→ Task prompt:
Your response should consist of every entry, unchanged.

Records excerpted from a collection
╔══

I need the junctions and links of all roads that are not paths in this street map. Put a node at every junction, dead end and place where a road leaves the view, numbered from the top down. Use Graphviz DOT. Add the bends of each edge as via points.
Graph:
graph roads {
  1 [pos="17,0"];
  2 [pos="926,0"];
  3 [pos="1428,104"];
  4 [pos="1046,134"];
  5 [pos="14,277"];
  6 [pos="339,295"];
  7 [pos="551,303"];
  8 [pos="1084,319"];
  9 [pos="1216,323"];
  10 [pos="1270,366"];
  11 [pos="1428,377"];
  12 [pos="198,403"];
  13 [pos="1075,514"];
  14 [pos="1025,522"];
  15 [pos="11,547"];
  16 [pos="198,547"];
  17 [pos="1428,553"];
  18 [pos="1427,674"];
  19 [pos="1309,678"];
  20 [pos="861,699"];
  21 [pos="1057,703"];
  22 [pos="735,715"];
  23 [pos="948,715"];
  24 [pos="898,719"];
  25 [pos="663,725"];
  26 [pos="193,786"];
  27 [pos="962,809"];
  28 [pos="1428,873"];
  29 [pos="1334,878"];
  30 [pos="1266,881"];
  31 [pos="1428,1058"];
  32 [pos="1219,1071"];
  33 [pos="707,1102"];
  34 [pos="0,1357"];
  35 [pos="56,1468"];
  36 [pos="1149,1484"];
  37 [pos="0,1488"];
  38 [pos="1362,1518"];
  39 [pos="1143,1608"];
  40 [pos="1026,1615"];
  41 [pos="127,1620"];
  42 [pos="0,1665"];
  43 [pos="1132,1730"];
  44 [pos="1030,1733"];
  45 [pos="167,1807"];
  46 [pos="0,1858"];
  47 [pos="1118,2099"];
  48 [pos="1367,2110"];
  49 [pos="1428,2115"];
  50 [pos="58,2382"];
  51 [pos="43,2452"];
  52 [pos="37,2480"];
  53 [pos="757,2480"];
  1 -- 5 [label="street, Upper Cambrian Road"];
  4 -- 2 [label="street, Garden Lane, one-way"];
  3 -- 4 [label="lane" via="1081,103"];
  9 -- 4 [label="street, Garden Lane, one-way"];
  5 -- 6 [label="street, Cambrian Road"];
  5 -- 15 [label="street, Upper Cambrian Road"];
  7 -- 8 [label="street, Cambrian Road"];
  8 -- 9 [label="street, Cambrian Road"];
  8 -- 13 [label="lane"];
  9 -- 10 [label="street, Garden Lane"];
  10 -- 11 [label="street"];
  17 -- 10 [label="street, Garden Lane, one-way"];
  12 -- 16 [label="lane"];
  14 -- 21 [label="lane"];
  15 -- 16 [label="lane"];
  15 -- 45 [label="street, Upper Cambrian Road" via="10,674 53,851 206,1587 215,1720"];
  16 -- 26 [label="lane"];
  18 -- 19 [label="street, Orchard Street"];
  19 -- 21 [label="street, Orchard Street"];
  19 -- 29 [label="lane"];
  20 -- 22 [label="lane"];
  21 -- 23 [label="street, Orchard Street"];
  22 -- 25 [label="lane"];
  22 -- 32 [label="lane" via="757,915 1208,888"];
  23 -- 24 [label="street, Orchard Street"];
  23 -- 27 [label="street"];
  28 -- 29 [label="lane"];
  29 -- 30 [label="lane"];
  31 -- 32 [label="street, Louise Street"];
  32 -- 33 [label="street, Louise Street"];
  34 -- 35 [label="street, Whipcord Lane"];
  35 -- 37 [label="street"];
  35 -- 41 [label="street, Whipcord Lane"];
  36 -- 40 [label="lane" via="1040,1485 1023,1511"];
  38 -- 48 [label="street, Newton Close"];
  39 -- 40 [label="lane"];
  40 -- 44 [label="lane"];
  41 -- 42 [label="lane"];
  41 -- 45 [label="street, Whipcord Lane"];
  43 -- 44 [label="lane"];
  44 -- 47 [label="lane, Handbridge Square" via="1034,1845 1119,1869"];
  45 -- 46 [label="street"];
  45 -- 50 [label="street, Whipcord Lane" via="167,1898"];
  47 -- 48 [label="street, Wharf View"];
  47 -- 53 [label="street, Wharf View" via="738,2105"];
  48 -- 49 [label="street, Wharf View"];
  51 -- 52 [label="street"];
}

╚══

→ Answer section:
I need the junctions and links of all roads that are not paths in this street map. Put a node at every junction, dead end and place where a road leaves the view, numbered from the top down. Use Graphviz DOT. Add the bends of each edge as via points.
Graph:
graph roads {
  1 [pos="17,0"];
  2 [pos="926,0"];
  3 [pos="1428,104"];
  4 [pos="1046,134"];
  5 [pos="14,277"];
  6 [pos="339,295"];
  7 [pos="551,303"];
  8 [pos="1084,319"];
  9 [pos="1216,323"];
  10 [pos="1270,366"];
  11 [pos="1428,377"];
  12 [pos="198,403"];
  13 [pos="1075,514"];
  14 [pos="1025,522"];
  15 [pos="11,547"];
  16 [pos="198,547"];
  17 [pos="1428,553"];
  18 [pos="1427,674"];
  19 [pos="1309,678"];
  20 [pos="861,699"];
  21 [pos="1057,703"];
  22 [pos="735,715"];
  23 [pos="948,715"];
  24 [pos="898,719"];
  25 [pos="663,725"];
  26 [pos="193,786"];
  27 [pos="962,809"];
  28 [pos="1428,873"];
  29 [pos="1334,878"];
  30 [pos="1266,881"];
  31 [pos="1428,1058"];
  32 [pos="1219,1071"];
  33 [pos="707,1102"];
  34 [pos="0,1357"];
  35 [pos="56,1468"];
  36 [pos="1149,1484"];
  37 [pos="0,1488"];
  38 [pos="1362,1518"];
  39 [pos="1143,1608"];
  40 [pos="1026,1615"];
  41 [pos="127,1620"];
  42 [pos="0,1665"];
  43 [pos="1132,1730"];
  44 [pos="1030,1733"];
  45 [pos="167,1807"];
  46 [pos="0,1858"];
  47 [pos="1118,2099"];
  48 [pos="1367,2110"];
  49 [pos="1428,2115"];
  50 [pos="58,2382"];
  51 [pos="43,2452"];
  52 [pos="37,2480"];
  53 [pos="757,2480"];
  1 -- 5 [label="street, Upper Cambrian Road"];
  4 -- 2 [label="street, Garden Lane, one-way"];
  3 -- 4 [label="lane" via="1081,103"];
  9 -- 4 [label="street, Garden Lane, one-way"];
  5 -- 6 [label="street, Cambrian Road"];
  5 -- 15 [label="street, Upper Cambrian Road"];
  7 -- 8 [label="street, Cambrian Road"];
  8 -- 9 [label="street, Cambrian Road"];
  8 -- 13 [label="lane"];
  9 -- 10 [label="street, Garden Lane"];
  10 -- 11 [label="street"];
  17 -- 10 [label="street, Garden Lane, one-way"];
  12 -- 16 [label="lane"];
  14 -- 21 [label="lane"];
  15 -- 16 [label="lane"];
  15 -- 45 [label="street, Upper Cambrian Road" via="10,674 53,851 206,1587 215,1720"];
  16 -- 26 [label="lane"];
  18 -- 19 [label="street, Orchard Street"];
  19 -- 21 [label="street, Orchard Street"];
  19 -- 29 [label="lane"];
  20 -- 22 [label="lane"];
  21 -- 23 [label="street, Orchard Street"];
  22 -- 25 [label="lane"];
  22 -- 32 [label="lane" via="757,915 1208,888"];
  23 -- 24 [label="street, Orchard Street"];
  23 -- 27 [label="street"];
  28 -- 29 [label="lane"];
  29 -- 30 [label="lane"];
  31 -- 32 [label="street, Louise Street"];
  32 -- 33 [label="street, Louise Street"];
  34 -- 35 [label="street, Whipcord Lane"];
  35 -- 37 [label="street"];
  35 -- 41 [label="street, Whipcord Lane"];
  36 -- 40 [label="lane" via="1040,1485 1023,1511"];
  38 -- 48 [label="street, Newton Close"];
  39 -- 40 [label="lane"];
  40 -- 44 [label="lane"];
  41 -- 42 [label="lane"];
  41 -- 45 [label="street, Whipcord Lane"];
  43 -- 44 [label="lane"];
  44 -- 47 [label="lane, Handbridge Square" via="1034,1845 1119,1869"];
  45 -- 46 [label="street"];
  45 -- 50 [label="street, Whipcord Lane" via="167,1898"];
  47 -- 48 [label="street, Wharf View"];
  47 -- 53 [label="street, Wharf View" via="738,2105"];
  48 -- 49 [label="street, Wharf View"];
  51 -- 52 [label="street"];
}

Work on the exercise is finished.